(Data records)
____________

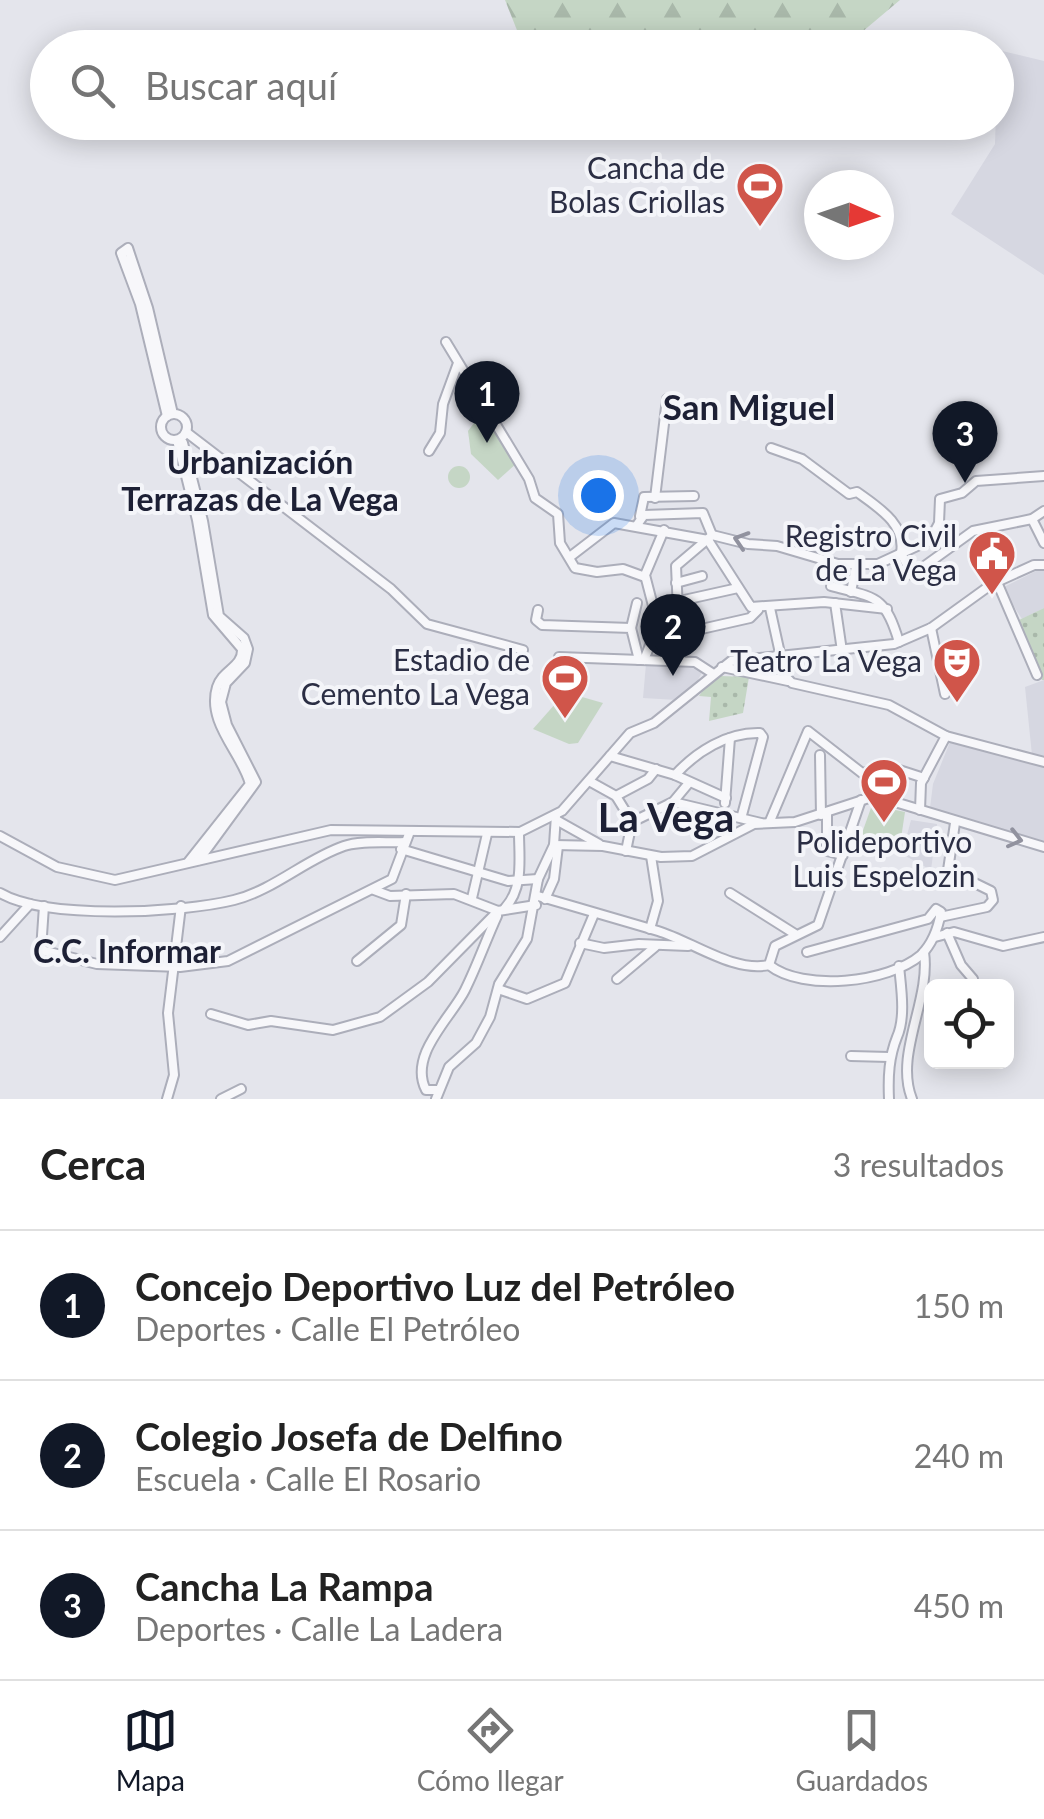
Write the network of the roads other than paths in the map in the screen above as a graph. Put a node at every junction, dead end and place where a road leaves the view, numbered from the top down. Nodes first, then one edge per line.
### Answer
1 (125, 251) dead end
2 (446, 342) dead end
3 (458, 364) junction
4 (667, 399) dead end
5 (170, 415) junction
6 (182, 437) junction
7 (771, 448) dead end
8 (429, 451) dead end
9 (1044, 476) edge
10 (694, 496) dead end
11 (655, 498) junction
12 (1044, 511) edge
13 (1032, 519) junction
14 (638, 520) junction
15 (664, 530) junction
16 (710, 537) junction
17 (1044, 542) edge
18 (900, 552) junction
19 (572, 556) junction
20 (1044, 565) edge
21 (856, 566) junction
22 (702, 576) dead end
23 (645, 577) junction
24 (997, 582) junction
25 (676, 583) junction
26 (831, 586) dead end
27 (738, 588) junction
28 (851, 592) junction
29 (637, 602) dead end
30 (835, 603) junction
31 (679, 606) junction
32 (770, 608) junction
33 (887, 608) junction
34 (538, 610) dead end
35 (758, 610) junction
36 (656, 619) junction
37 (631, 628) junction
38 (931, 628) junction
39 (697, 630) dead end
40 (899, 642) junction
41 (522, 650) dead end
42 (842, 652) junction
43 (559, 657) dead end
44 (780, 658) junction
45 (642, 660) junction
46 (722, 667) junction
47 (712, 673) junction
48 (1037, 674) dead end
49 (788, 681) junction
50 (945, 694) dead end
51 (946, 736) junction
52 (730, 738) junction
53 (820, 755) dead end
54 (610, 756) junction
55 (1044, 762) edge
56 (656, 769) junction
57 (675, 775) junction
58 (924, 778) junction
59 (589, 781) junction
60 (688, 784) junction
61 (616, 796) junction
62 (726, 798) junction
63 (861, 800) junction
64 (673, 802) junction
65 (920, 810) junction
66 (723, 812) junction
67 (824, 814) junction
68 (742, 815) junction
69 (557, 818) junction
70 (632, 822) junction
71 (766, 822) junction
72 (955, 823) junction
73 (519, 832) junction
74 (487, 834) junction
75 (0, 836) edge
76 (405, 842) junction
77 (556, 845) junction
78 (603, 846) junction
79 (1044, 846) edge
80 (626, 852) junction
81 (843, 855) junction
82 (651, 856) junction
83 (199, 860) junction
84 (188, 863) junction
85 (480, 872) junction
86 (538, 880) junction
87 (518, 882) junction
88 (374, 890) junction
89 (0, 893) edge
90 (730, 893) dead end
91 (406, 894) junction
92 (472, 898) junction
93 (30, 904) junction
94 (538, 904) junction
95 (44, 906) junction
96 (180, 906) junction
97 (502, 910) junction
98 (594, 914) junction
99 (940, 916) junction
100 (650, 929) junction
101 (947, 933) junction
102 (795, 934) junction
103 (935, 936) junction
104 (0, 937) edge
105 (1044, 937) edge
106 (580, 943) junction
107 (688, 946) junction
108 (655, 947) junction
109 (808, 952) dead end
110 (924, 952) junction
111 (356, 961) dead end
112 (769, 965) junction
113 (174, 966) junction
114 (899, 966) junction
115 (973, 978) dead end
116 (617, 979) dead end
117 (498, 989) junction
118 (211, 1014) dead end
119 (852, 1056) dead end
120 (890, 1057) junction
121 (240, 1089) dead end
122 (437, 1094) edge
123 (167, 1099) edge
124 (221, 1099) edge
125 (889, 1099) edge
126 (912, 1099) edge

1 - 5 street
2 - 3 street
3 - 8 street
3 - 19 street
4 - 11 street
5 - 6 street
5 - 6 street
6 - 41 street
6 - 83 street
6 - 84 street
7 - 18 street
9 - 18 street
10 - 11 street
11 - 14 street
12 - 13 street
13 - 17 street
13 - 18 street
14 - 15 street
14 - 16 street
14 - 19 street
15 - 16 street
15 - 23 street
21 -> 16 street
16 - 25 street
16 - 27 street
18 - 21 street
19 - 23 street
20 - 24 street
21 - 28 street
22 - 25 street
23 - 36 street
24 - 38 street
24 - 48 street
25 - 31 street
26 - 28 street
27 - 31 street
27 - 35 street
28 - 33 street
29 - 37 street
30 - 32 street
30 - 33 street
30 - 42 street
31 - 36 street
32 - 35 street
32 - 44 street
33 - 40 street
34 - 37 street
35 - 39 street
36 - 45 street
37 - 45 street
38 - 40 street
38 - 50 street
40 - 42 street
42 - 44 street
43 - 45 street
44 - 46 street
44 - 49 street
45 - 47 street
46 - 47 street
46 - 49 street
47 - 54 street
49 - 51 street
51 - 55 street
51 - 58 street
52 - 57 street
52 - 62 street
52 - 68 street
53 - 67 street
54 - 56 street
54 - 59 street
56 - 57 street
56 - 61 street
57 - 60 street
58 - 65 street
58 - 71 street
59 - 61 street
59 - 69 street
60 - 62 street
60 - 64 street
61 - 70 street
62 - 66 street
63 - 65 street
63 - 67 street
63 - 81 street
64 - 66 street
64 - 70 street
65 - 72 street
66 - 68 street
67 - 71 street
67 - 81 street
68 - 71 street
69 - 73 street
69 - 77 street
69 - 78 street
70 - 80 street
71 - 82 street
72 -> 79 street
72 - 99 street
73 - 74 street
73 - 87 street
74 - 76 street
74 - 85 street
75 - 84 street
76 - 83 street
76 - 85 street
76 - 88 street
76 - 96 street
77 - 78 street
77 - 86 street
77 - 94 street
78 - 80 street
80 - 82 street
81 - 102 street
82 - 100 street
83 - 84 street
85 - 87 street
85 - 92 street
86 - 87 street
86 - 94 street
87 - 97 street
88 - 91 street
88 - 113 street
89 - 93 street
90 - 102 street
91 - 92 street
91 - 111 street
92 - 97 street
93 - 95 street
93 - 104 street
94 - 97 street
94 - 98 street
94 - 117 street
95 - 96 street
95 - 113 street
96 - 113 street
97 - 118 street
97 - 122 street
98 - 100 street
98 - 106 street
99 - 103 street
99 - 109 street
100 - 107 street
101 - 103 street
101 - 105 street
101 - 115 street
102 - 112 street
103 - 110 street
106 - 108 street
106 - 117 street
107 - 108 street
107 - 112 street
108 - 116 street
110 - 114 street
110 - 126 street
112 - 114 street
113 - 123 street
114 - 120 street
117 - 122 street
119 - 120 street
120 - 125 street
121 - 124 street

____________

### Assignment
When you reproduce the entries above, keep every word exactly and leave out each picture.

### Solution to the exercise
Write the network of the roads other than paths in the map in the screen above as a graph. Put a node at every junction, dead end and place where a road leaves the view, numbered from the top down. Nodes first, then one edge per line.
### Answer
1 (125, 251) dead end
2 (446, 342) dead end
3 (458, 364) junction
4 (667, 399) dead end
5 (170, 415) junction
6 (182, 437) junction
7 (771, 448) dead end
8 (429, 451) dead end
9 (1044, 476) edge
10 (694, 496) dead end
11 (655, 498) junction
12 (1044, 511) edge
13 (1032, 519) junction
14 (638, 520) junction
15 (664, 530) junction
16 (710, 537) junction
17 (1044, 542) edge
18 (900, 552) junction
19 (572, 556) junction
20 (1044, 565) edge
21 (856, 566) junction
22 (702, 576) dead end
23 (645, 577) junction
24 (997, 582) junction
25 (676, 583) junction
26 (831, 586) dead end
27 (738, 588) junction
28 (851, 592) junction
29 (637, 602) dead end
30 (835, 603) junction
31 (679, 606) junction
32 (770, 608) junction
33 (887, 608) junction
34 (538, 610) dead end
35 (758, 610) junction
36 (656, 619) junction
37 (631, 628) junction
38 (931, 628) junction
39 (697, 630) dead end
40 (899, 642) junction
41 (522, 650) dead end
42 (842, 652) junction
43 (559, 657) dead end
44 (780, 658) junction
45 (642, 660) junction
46 (722, 667) junction
47 (712, 673) junction
48 (1037, 674) dead end
49 (788, 681) junction
50 (945, 694) dead end
51 (946, 736) junction
52 (730, 738) junction
53 (820, 755) dead end
54 (610, 756) junction
55 (1044, 762) edge
56 (656, 769) junction
57 (675, 775) junction
58 (924, 778) junction
59 (589, 781) junction
60 (688, 784) junction
61 (616, 796) junction
62 (726, 798) junction
63 (861, 800) junction
64 (673, 802) junction
65 (920, 810) junction
66 (723, 812) junction
67 (824, 814) junction
68 (742, 815) junction
69 (557, 818) junction
70 (632, 822) junction
71 (766, 822) junction
72 (955, 823) junction
73 (519, 832) junction
74 (487, 834) junction
75 (0, 836) edge
76 (405, 842) junction
77 (556, 845) junction
78 (603, 846) junction
79 (1044, 846) edge
80 (626, 852) junction
81 (843, 855) junction
82 (651, 856) junction
83 (199, 860) junction
84 (188, 863) junction
85 (480, 872) junction
86 (538, 880) junction
87 (518, 882) junction
88 (374, 890) junction
89 (0, 893) edge
90 (730, 893) dead end
91 (406, 894) junction
92 (472, 898) junction
93 (30, 904) junction
94 (538, 904) junction
95 (44, 906) junction
96 (180, 906) junction
97 (502, 910) junction
98 (594, 914) junction
99 (940, 916) junction
100 (650, 929) junction
101 (947, 933) junction
102 (795, 934) junction
103 (935, 936) junction
104 (0, 937) edge
105 (1044, 937) edge
106 (580, 943) junction
107 (688, 946) junction
108 (655, 947) junction
109 (808, 952) dead end
110 (924, 952) junction
111 (356, 961) dead end
112 (769, 965) junction
113 (174, 966) junction
114 (899, 966) junction
115 (973, 978) dead end
116 (617, 979) dead end
117 (498, 989) junction
118 (211, 1014) dead end
119 (852, 1056) dead end
120 (890, 1057) junction
121 (240, 1089) dead end
122 (437, 1094) edge
123 (167, 1099) edge
124 (221, 1099) edge
125 (889, 1099) edge
126 (912, 1099) edge

1 - 5 street
2 - 3 street
3 - 8 street
3 - 19 street
4 - 11 street
5 - 6 street
5 - 6 street
6 - 41 street
6 - 83 street
6 - 84 street
7 - 18 street
9 - 18 street
10 - 11 street
11 - 14 street
12 - 13 street
13 - 17 street
13 - 18 street
14 - 15 street
14 - 16 street
14 - 19 street
15 - 16 street
15 - 23 street
21 -> 16 street
16 - 25 street
16 - 27 street
18 - 21 street
19 - 23 street
20 - 24 street
21 - 28 street
22 - 25 street
23 - 36 street
24 - 38 street
24 - 48 street
25 - 31 street
26 - 28 street
27 - 31 street
27 - 35 street
28 - 33 street
29 - 37 street
30 - 32 street
30 - 33 street
30 - 42 street
31 - 36 street
32 - 35 street
32 - 44 street
33 - 40 street
34 - 37 street
35 - 39 street
36 - 45 street
37 - 45 street
38 - 40 street
38 - 50 street
40 - 42 street
42 - 44 street
43 - 45 street
44 - 46 street
44 - 49 street
45 - 47 street
46 - 47 street
46 - 49 street
47 - 54 street
49 - 51 street
51 - 55 street
51 - 58 street
52 - 57 street
52 - 62 street
52 - 68 street
53 - 67 street
54 - 56 street
54 - 59 street
56 - 57 street
56 - 61 street
57 - 60 street
58 - 65 street
58 - 71 street
59 - 61 street
59 - 69 street
60 - 62 street
60 - 64 street
61 - 70 street
62 - 66 street
63 - 65 street
63 - 67 street
63 - 81 street
64 - 66 street
64 - 70 street
65 - 72 street
66 - 68 street
67 - 71 street
67 - 81 street
68 - 71 street
69 - 73 street
69 - 77 street
69 - 78 street
70 - 80 street
71 - 82 street
72 -> 79 street
72 - 99 street
73 - 74 street
73 - 87 street
74 - 76 street
74 - 85 street
75 - 84 street
76 - 83 street
76 - 85 street
76 - 88 street
76 - 96 street
77 - 78 street
77 - 86 street
77 - 94 street
78 - 80 street
80 - 82 street
81 - 102 street
82 - 100 street
83 - 84 street
85 - 87 street
85 - 92 street
86 - 87 street
86 - 94 street
87 - 97 street
88 - 91 street
88 - 113 street
89 - 93 street
90 - 102 street
91 - 92 street
91 - 111 street
92 - 97 street
93 - 95 street
93 - 104 street
94 - 97 street
94 - 98 street
94 - 117 street
95 - 96 street
95 - 113 street
96 - 113 street
97 - 118 street
97 - 122 street
98 - 100 street
98 - 106 street
99 - 103 street
99 - 109 street
100 - 107 street
101 - 103 street
101 - 105 street
101 - 115 street
102 - 112 street
103 - 110 street
106 - 108 street
106 - 117 street
107 - 108 street
107 - 112 street
108 - 116 street
110 - 114 street
110 - 126 street
112 - 114 street
113 - 123 street
114 - 120 street
117 - 122 street
119 - 120 street
120 - 125 street
121 - 124 street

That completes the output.